#### Data provided

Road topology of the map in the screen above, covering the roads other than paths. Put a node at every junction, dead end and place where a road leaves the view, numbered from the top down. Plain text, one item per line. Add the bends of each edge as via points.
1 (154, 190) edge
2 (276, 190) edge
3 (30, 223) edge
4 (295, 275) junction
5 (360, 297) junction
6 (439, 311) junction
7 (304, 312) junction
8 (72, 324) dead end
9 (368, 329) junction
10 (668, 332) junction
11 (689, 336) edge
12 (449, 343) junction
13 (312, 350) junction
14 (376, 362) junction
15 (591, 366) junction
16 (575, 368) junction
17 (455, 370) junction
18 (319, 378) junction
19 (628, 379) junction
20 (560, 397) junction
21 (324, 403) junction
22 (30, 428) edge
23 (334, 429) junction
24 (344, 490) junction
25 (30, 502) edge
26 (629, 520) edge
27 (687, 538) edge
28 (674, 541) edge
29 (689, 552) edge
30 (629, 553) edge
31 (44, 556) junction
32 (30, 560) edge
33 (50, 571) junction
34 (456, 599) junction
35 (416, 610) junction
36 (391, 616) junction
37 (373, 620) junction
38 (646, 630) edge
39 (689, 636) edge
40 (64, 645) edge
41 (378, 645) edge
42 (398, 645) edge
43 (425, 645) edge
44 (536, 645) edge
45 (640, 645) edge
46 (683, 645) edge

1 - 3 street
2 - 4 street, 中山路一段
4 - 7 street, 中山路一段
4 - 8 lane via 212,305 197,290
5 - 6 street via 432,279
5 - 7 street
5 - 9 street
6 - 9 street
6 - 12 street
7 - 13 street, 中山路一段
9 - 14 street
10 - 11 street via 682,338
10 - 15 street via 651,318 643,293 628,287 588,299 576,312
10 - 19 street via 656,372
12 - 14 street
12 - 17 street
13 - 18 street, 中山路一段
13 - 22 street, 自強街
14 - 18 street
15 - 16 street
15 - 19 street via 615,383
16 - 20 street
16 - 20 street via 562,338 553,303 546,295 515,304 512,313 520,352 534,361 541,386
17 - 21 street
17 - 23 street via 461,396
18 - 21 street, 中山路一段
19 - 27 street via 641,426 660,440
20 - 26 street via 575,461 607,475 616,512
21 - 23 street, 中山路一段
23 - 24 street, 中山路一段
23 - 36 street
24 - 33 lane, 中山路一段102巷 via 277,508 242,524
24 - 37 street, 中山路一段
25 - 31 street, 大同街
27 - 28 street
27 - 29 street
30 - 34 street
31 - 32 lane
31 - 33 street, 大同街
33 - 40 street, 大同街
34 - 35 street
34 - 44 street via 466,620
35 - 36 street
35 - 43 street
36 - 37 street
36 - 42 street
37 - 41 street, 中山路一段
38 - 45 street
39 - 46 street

########

### About this exercise
The full set of records, transcribed exactly, is the answer.

### Your solution
Road topology of the map in the screen above, covering the roads other than paths. Put a node at every junction, dead end and place where a road leaves the view, numbered from the top down. Plain text, one item per line. Add the bends of each edge as via points.
1 (154, 190) edge
2 (276, 190) edge
3 (30, 223) edge
4 (295, 275) junction
5 (360, 297) junction
6 (439, 311) junction
7 (304, 312) junction
8 (72, 324) dead end
9 (368, 329) junction
10 (668, 332) junction
11 (689, 336) edge
12 (449, 343) junction
13 (312, 350) junction
14 (376, 362) junction
15 (591, 366) junction
16 (575, 368) junction
17 (455, 370) junction
18 (319, 378) junction
19 (628, 379) junction
20 (560, 397) junction
21 (324, 403) junction
22 (30, 428) edge
23 (334, 429) junction
24 (344, 490) junction
25 (30, 502) edge
26 (629, 520) edge
27 (687, 538) edge
28 (674, 541) edge
29 (689, 552) edge
30 (629, 553) edge
31 (44, 556) junction
32 (30, 560) edge
33 (50, 571) junction
34 (456, 599) junction
35 (416, 610) junction
36 (391, 616) junction
37 (373, 620) junction
38 (646, 630) edge
39 (689, 636) edge
40 (64, 645) edge
41 (378, 645) edge
42 (398, 645) edge
43 (425, 645) edge
44 (536, 645) edge
45 (640, 645) edge
46 (683, 645) edge

1 - 3 street
2 - 4 street, 中山路一段
4 - 7 street, 中山路一段
4 - 8 lane via 212,305 197,290
5 - 6 street via 432,279
5 - 7 street
5 - 9 street
6 - 9 street
6 - 12 street
7 - 13 street, 中山路一段
9 - 14 street
10 - 11 street via 682,338
10 - 15 street via 651,318 643,293 628,287 588,299 576,312
10 - 19 street via 656,372
12 - 14 street
12 - 17 street
13 - 18 street, 中山路一段
13 - 22 street, 自強街
14 - 18 street
15 - 16 street
15 - 19 street via 615,383
16 - 20 street
16 - 20 street via 562,338 553,303 546,295 515,304 512,313 520,352 534,361 541,386
17 - 21 street
17 - 23 street via 461,396
18 - 21 street, 中山路一段
19 - 27 street via 641,426 660,440
20 - 26 street via 575,461 607,475 616,512
21 - 23 street, 中山路一段
23 - 24 street, 中山路一段
23 - 36 street
24 - 33 lane, 中山路一段102巷 via 277,508 242,524
24 - 37 street, 中山路一段
25 - 31 street, 大同街
27 - 28 street
27 - 29 street
30 - 34 street
31 - 32 lane
31 - 33 street, 大同街
33 - 40 street, 大同街
34 - 35 street
34 - 44 street via 466,620
35 - 36 street
35 - 43 street
36 - 37 street
36 - 42 street
37 - 41 street, 中山路一段
38 - 45 street
39 - 46 street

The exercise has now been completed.